NABU-Gutachten

NABU-Gutachten

— 22.02.2008

Beltbrücke ein Milliardengrab?

Dank der Fehmarnbelt-Querung sollen Autofahrer in zehn Jahren ohne Fähre von Fehmarn nach Lolland in Dänemark reisen können. Jetzt gibt es neuen Zoff um das Milliardenprojekt.

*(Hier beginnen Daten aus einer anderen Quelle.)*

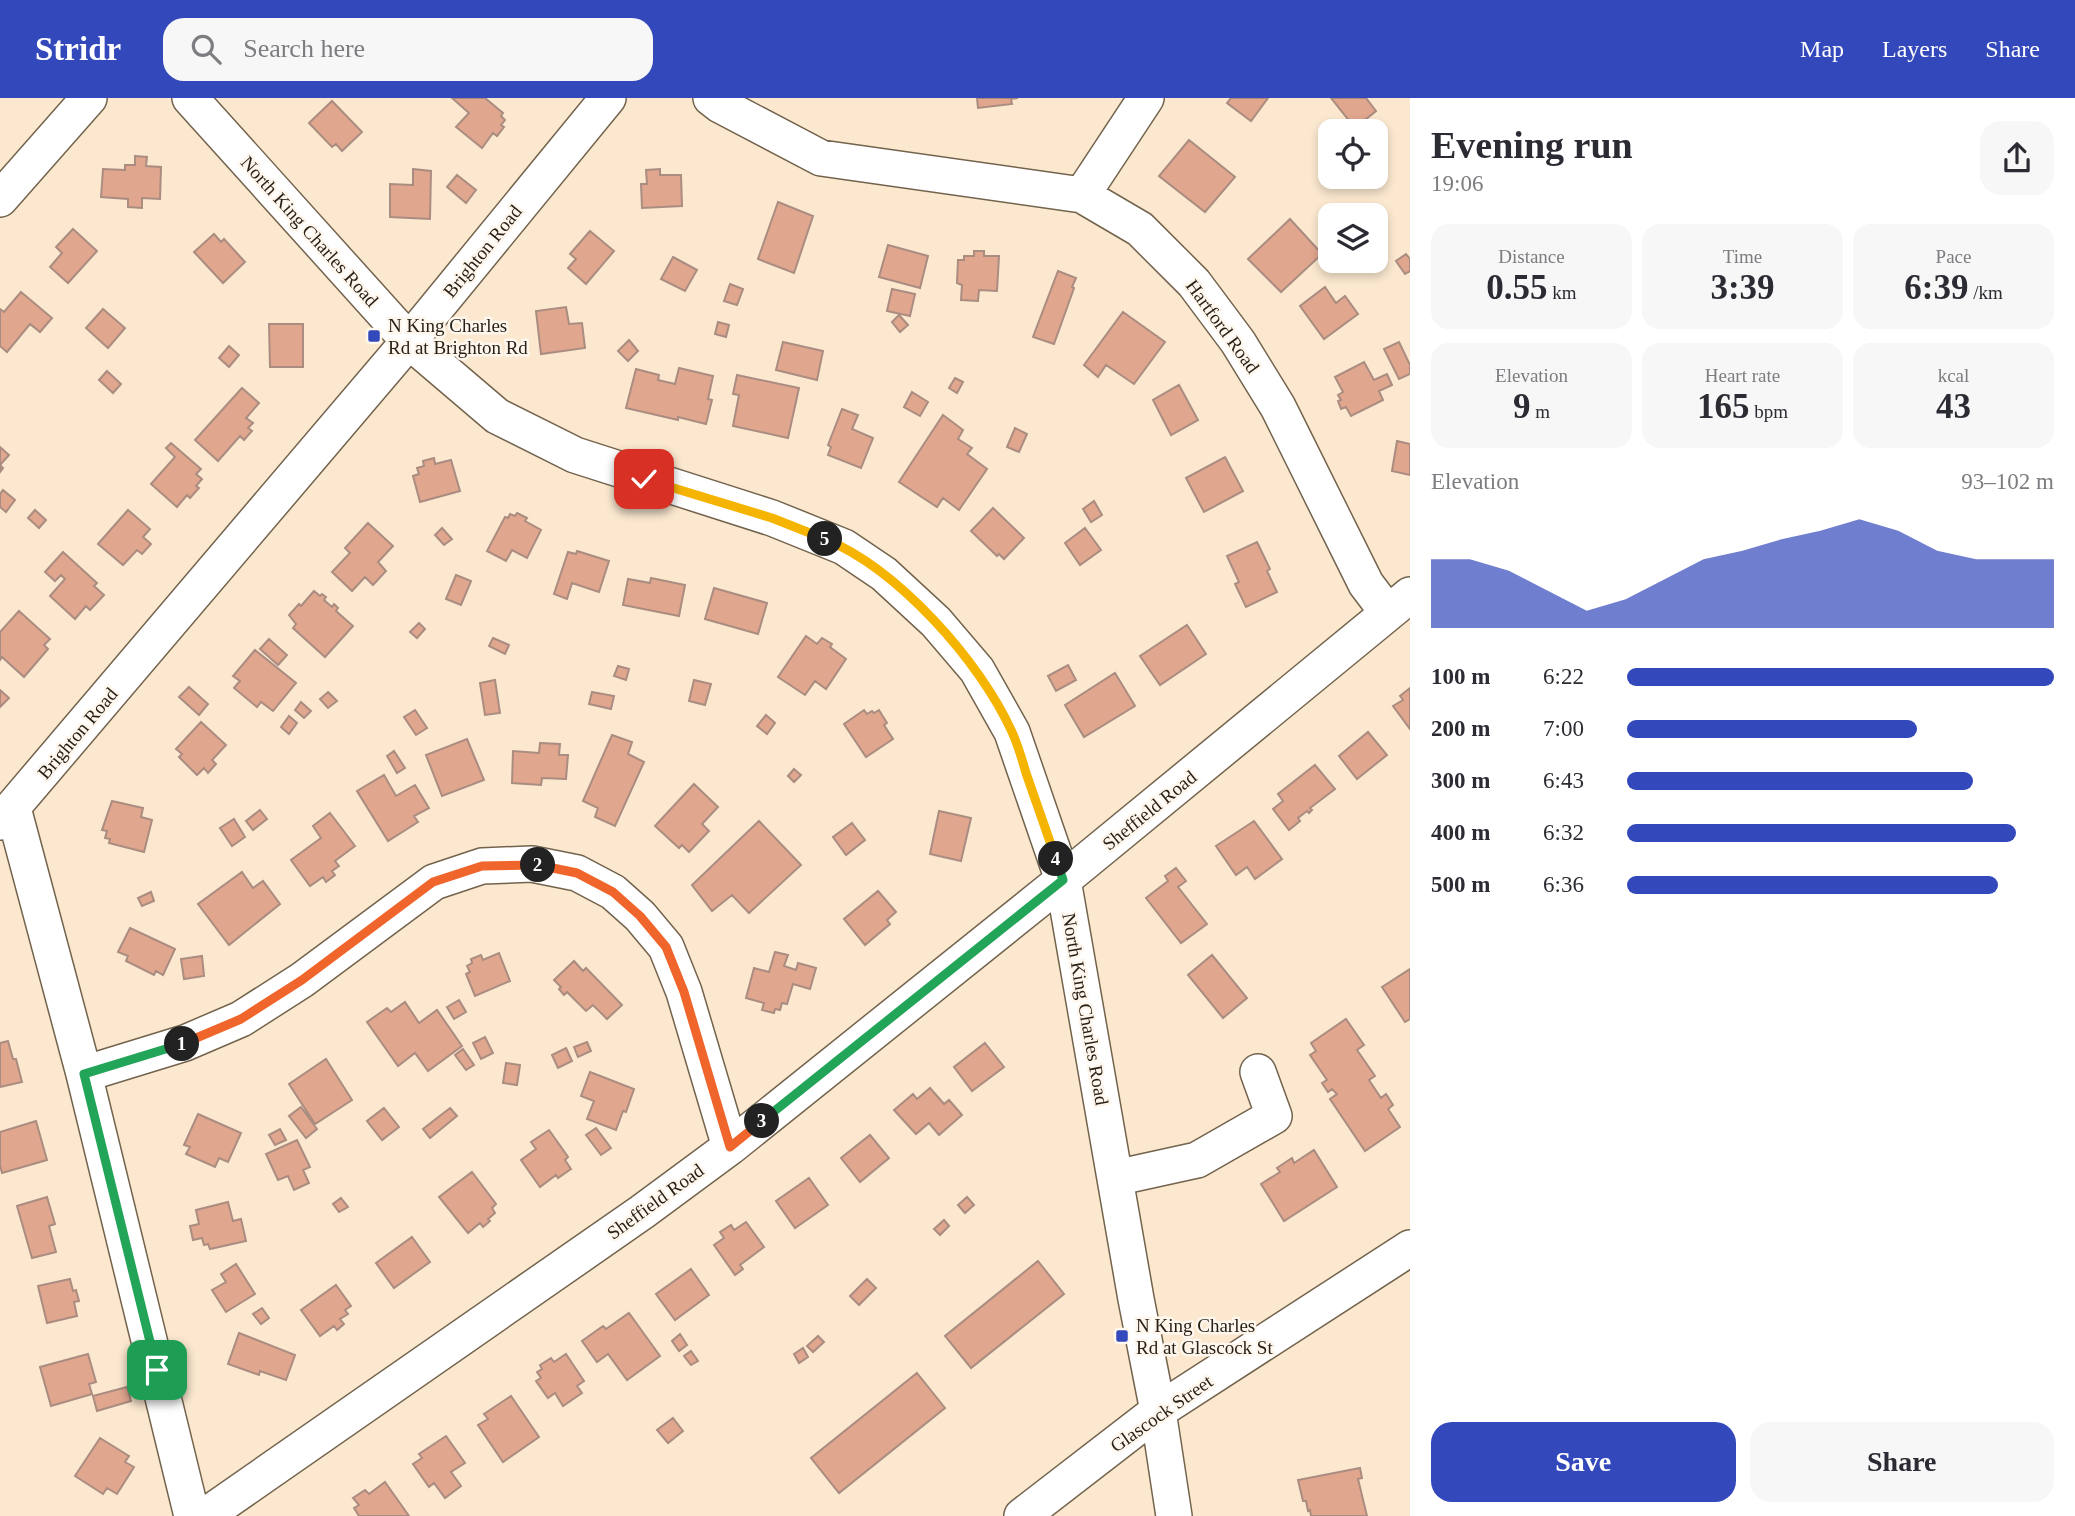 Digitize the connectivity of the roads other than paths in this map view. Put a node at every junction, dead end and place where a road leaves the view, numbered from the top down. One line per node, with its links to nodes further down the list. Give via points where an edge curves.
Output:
1 (89, 98): 7 (street)
2 (190, 98): 8 (street, North King Charles Road)
3 (608, 98): 8 (street, Brighton Road)
4 (711, 98): 6 (street, Hartford Road, via 821,158)
5 (1146, 98): 6 (street)
6 (1082, 195): 9 (street, Hartford Road, via 1140,229 1194,283 1278,407 1366,584)
7 (0, 199)
8 (409, 341): 10 (street, Brighton Road); 11 (street, North King Charles Road, via 497,416 575,455 772,518 844,547 884,574 936,622 977,670 1012,732)
9 (1399, 604): 11 (street, Sheffield Road)
10 (7, 815): 13 (street, Brighton Road)
11 (1063, 880): 14 (street, Sheffield Road); 15 (street, North King Charles Road)
12 (1258, 1072): 15 (street, via 1274,1116 1197,1160)
13 (84, 1074): 14 (street, via 185,1043 241,1019 302,980 433,882 482,866 532,864 577,873 613,892 666,947); 18 (street, Brighton Road)
14 (730, 1147): 19 (street, Sheffield Road)
15 (1115, 1178): 17 (street, North King Charles Road)
16 (1410, 1248): 17 (street, Glascock Street)
17 (1158, 1411): 20 (street, Glascock Street); 21 (street, North King Charles Road)
18 (192, 1516)
19 (205, 1516)
20 (1022, 1516)
21 (1174, 1516) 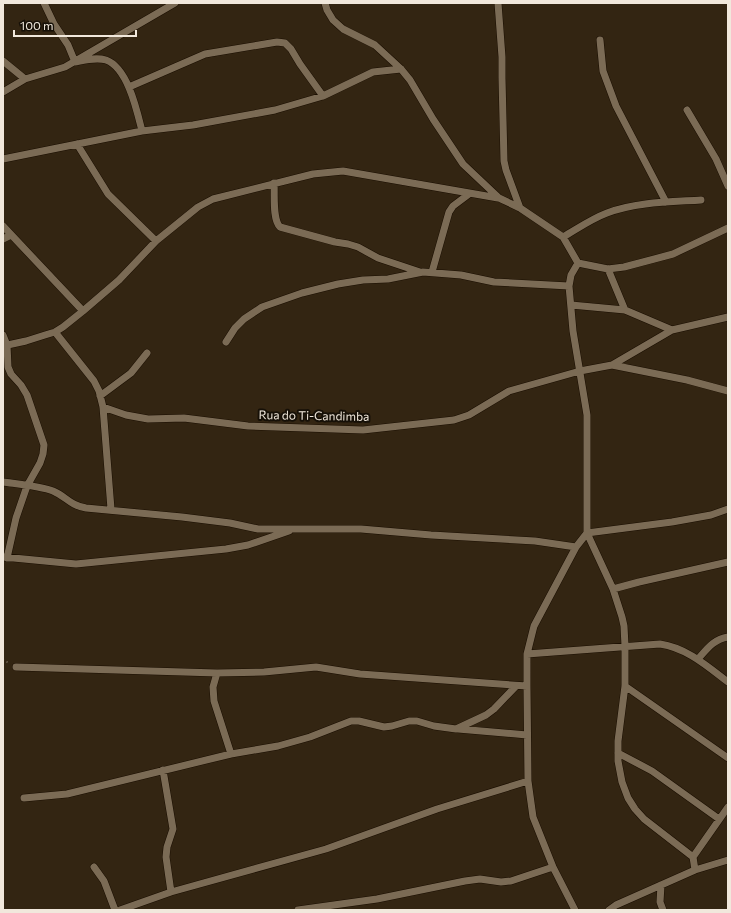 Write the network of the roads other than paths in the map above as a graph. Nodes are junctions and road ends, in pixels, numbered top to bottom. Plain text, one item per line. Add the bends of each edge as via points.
1 (44, 3) edge
2 (175, 3) edge
3 (325, 3) edge
4 (498, 3) edge
5 (600, 40) dead end
6 (3, 61) edge
7 (75, 62) junction
8 (401, 69) junction
9 (25, 79) junction
10 (129, 87) junction
11 (3, 92) edge
12 (323, 96) junction
13 (687, 110) dead end
14 (142, 131) junction
15 (77, 144) junction
16 (3, 159) edge
17 (274, 183) junction
18 (728, 186) edge
19 (469, 194) junction
20 (499, 198) junction
21 (701, 200) dead end
22 (666, 202) junction
23 (520, 208) junction
24 (3, 226) edge
25 (728, 228) edge
26 (11, 235) junction
27 (563, 237) junction
28 (3, 239) edge
29 (156, 240) junction
30 (578, 263) junction
31 (608, 269) junction
32 (422, 272) junction
33 (432, 272) junction
34 (569, 286) junction
35 (570, 305) junction
36 (625, 310) junction
37 (83, 312) junction
38 (728, 317) edge
39 (672, 330) junction
40 (55, 332) junction
41 (3, 335) edge
42 (226, 342) dead end
43 (5, 345) edge
44 (147, 353) dead end
45 (612, 365) junction
46 (580, 371) junction
47 (728, 392) edge
48 (100, 396) junction
49 (103, 407) junction
50 (3, 482) edge
51 (27, 486) junction
52 (728, 508) edge
53 (111, 510) junction
54 (295, 530) junction
55 (587, 533) junction
56 (576, 547) junction
57 (5, 557) edge
58 (728, 562) edge
59 (613, 589) junction
60 (728, 637) edge
61 (625, 646) junction
62 (527, 654) junction
63 (698, 659) junction
64 (16, 667) dead end
65 (218, 673) junction
66 (728, 682) edge
67 (516, 686) junction
68 (527, 686) junction
69 (625, 686) junction
70 (456, 729) junction
71 (528, 735) junction
72 (618, 753) junction
73 (231, 754) junction
74 (728, 758) edge
75 (163, 770) junction
76 (528, 781) junction
77 (24, 798) dead end
78 (728, 807) edge
79 (718, 819) junction
80 (693, 857) junction
81 (728, 860) edge
82 (94, 867) dead end
83 (553, 867) junction
84 (695, 870) junction
85 (661, 885) junction
86 (172, 892) junction
87 (116, 910) edge
88 (120, 910) edge
89 (298, 910) edge
90 (575, 910) edge
91 (609, 910) edge
92 (663, 910) edge

1 - 7 street
2 - 7 street
3 - 8 street via 333,20 375,45
4 - 23 street via 504,160
5 - 22 street via 603,71 616,106
6 - 9 street
7 - 9 street
7 - 10 street via 89,59 106,60 118,70
8 - 12 street via 373,72
8 - 20 street via 463,164
9 - 11 street
10 - 12 street via 205,54 278,42 285,43 291,49
10 - 14 street
12 - 14 street via 268,112
13 - 18 street via 716,159
14 - 15 street
15 - 16 street
15 - 29 street via 108,194
17 - 19 street via 313,174 343,171
17 - 29 street via 213,199 198,206
17 - 32 street via 276,219 280,228 358,247 378,258
19 - 20 street
19 - 33 street via 449,212
20 - 23 street
21 - 22 street
22 - 27 street via 607,213
23 - 27 street
24 - 26 street
25 - 31 street via 663,258
26 - 28 street
26 - 37 street
27 - 30 street
29 - 37 street via 119,280
30 - 31 street
30 - 34 street via 571,275
31 - 36 street
32 - 33 street
32 - 42 street via 388,279 338,284 274,302 244,319
33 - 34 street via 494,282
34 - 35 street
35 - 36 street
35 - 46 street
36 - 39 street
37 - 40 street
38 - 39 street
39 - 45 street
40 - 43 street
40 - 48 street via 94,381
41 - 43 street
43 - 51 street via 10,374 27,395 44,445 40,463
44 - 48 street via 131,373
45 - 46 street, Rua do Ti-Candimba
45 - 47 street, Rua do Ti-Candimba via 687,380
46 - 49 street, Rua do Ti-Candimba via 509,390 469,415 454,420 363,430 242,425 184,418 148,419
46 - 55 street via 587,415
48 - 49 street
49 - 53 street
50 - 51 street
51 - 53 street via 51,490 76,506
51 - 57 street
52 - 55 street via 711,515 672,522
53 - 54 street via 230,523 258,529
54 - 56 street via 362,529
54 - 57 street via 226,549 76,564
55 - 56 street
55 - 59 street
56 - 62 street via 534,626
58 - 59 street
59 - 61 street via 622,617
60 - 63 street via 712,643
61 - 62 street
61 - 63 street via 660,644
61 - 69 street
62 - 68 street
63 - 66 street
64 - 65 street
65 - 67 street via 316,667 360,674
65 - 73 street via 214,701
67 - 68 street
67 - 70 street via 486,715
68 - 71 street
69 - 72 street
69 - 74 street
70 - 71 street
70 - 73 street via 418,721 384,727 351,721 278,746
71 - 76 street
72 - 79 street via 652,771
72 - 80 street via 622,782 635,809
73 - 75 street
75 - 77 street via 67,794
75 - 86 street via 173,829 166,857
76 - 83 street via 533,817
76 - 86 street via 437,809 326,849
78 - 79 street
79 - 80 street
80 - 84 street
81 - 84 street
82 - 87 street via 104,881
83 - 89 street via 511,881 465,881 377,899
83 - 90 street
84 - 85 street
85 - 91 street
85 - 92 street via 660,902
86 - 88 street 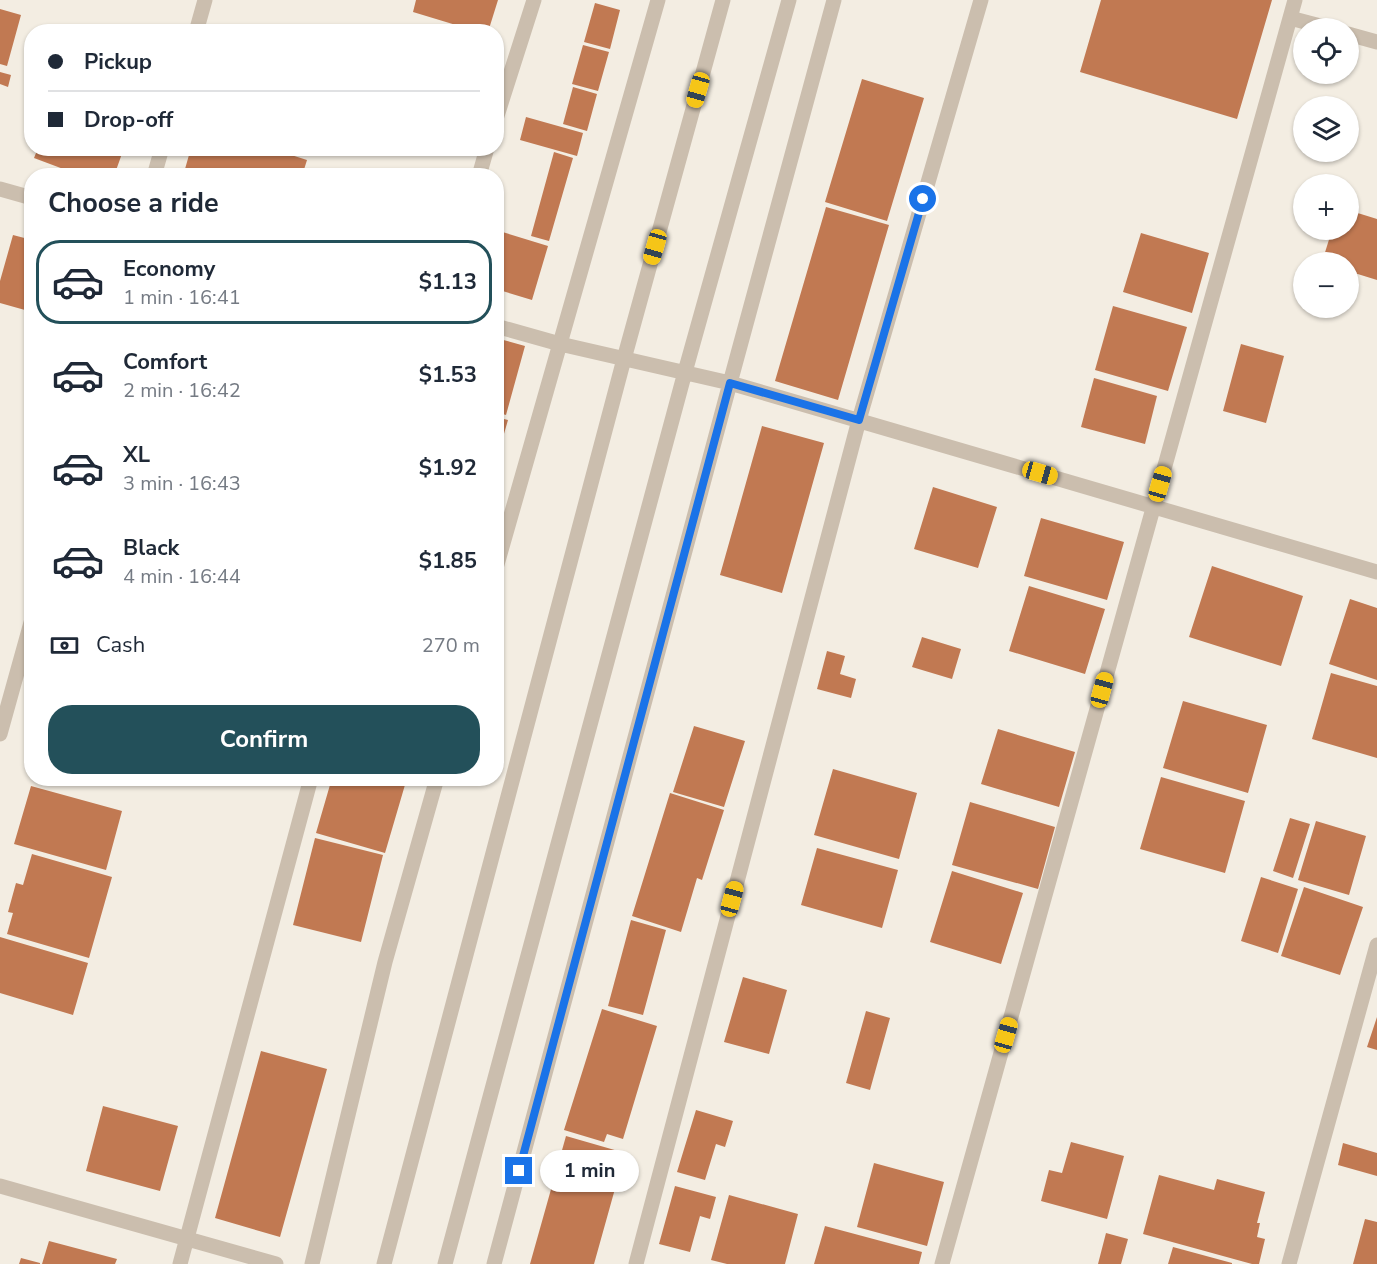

Die Brücke über den Fehmarnbelt sorgt weiter für Streit: Nach einem vom Naturschutzbund Deutschland (NABU) in Auftrag gegebenen Gutachten werden statt der kalkulierten rund 8000 Autos nur gut 5000 Fahrzeuge täglich das Milliarden-Bauwerk nutzen. Die Auslastung läge damit nur bei zehn Prozent. Dies gelte auch für den Schienenverkehr, wo statt mit 100 mit maximal 40 Zügen täglich zu rechnen sei. Der NABU: "Das Verkehrsaufkommen rechtfertig nicht mal den Bau einer Umgehungsstraße." Schleswig-Holsteins Verkehrsminister Dietrich Austermann reagierte gelassen: "Die Argumente sind nicht neu und immer noch falsch." Das Verkehrsaufkommen überträfe bereits jetzt die Schätzungen für die kommenden Jahre, so der CDU-Politiker. Laut NABU-Gutachten seien zudem die Baukosten für die knapp 20 Kilometer lange Brücke zwischen Fehmarn und Lolland zu niedrig kalkuliert worden.

Aufgrund der stark gestiegenen Rohstoff- und Energiepreise sei statt mit 5,6 Milliarden Euro mit knapp zehn Milliarden Euro zu rechnen. Deutschland und Dänemark hatten sich im Juni 2007 nach langen Verhandlungen auf die Realisierung des Mega-Projekts geeinigt. Den Großteil der Kosten trägt die dänische Seite. In zehn Jahren soll die feste Beltquerung fertig sein.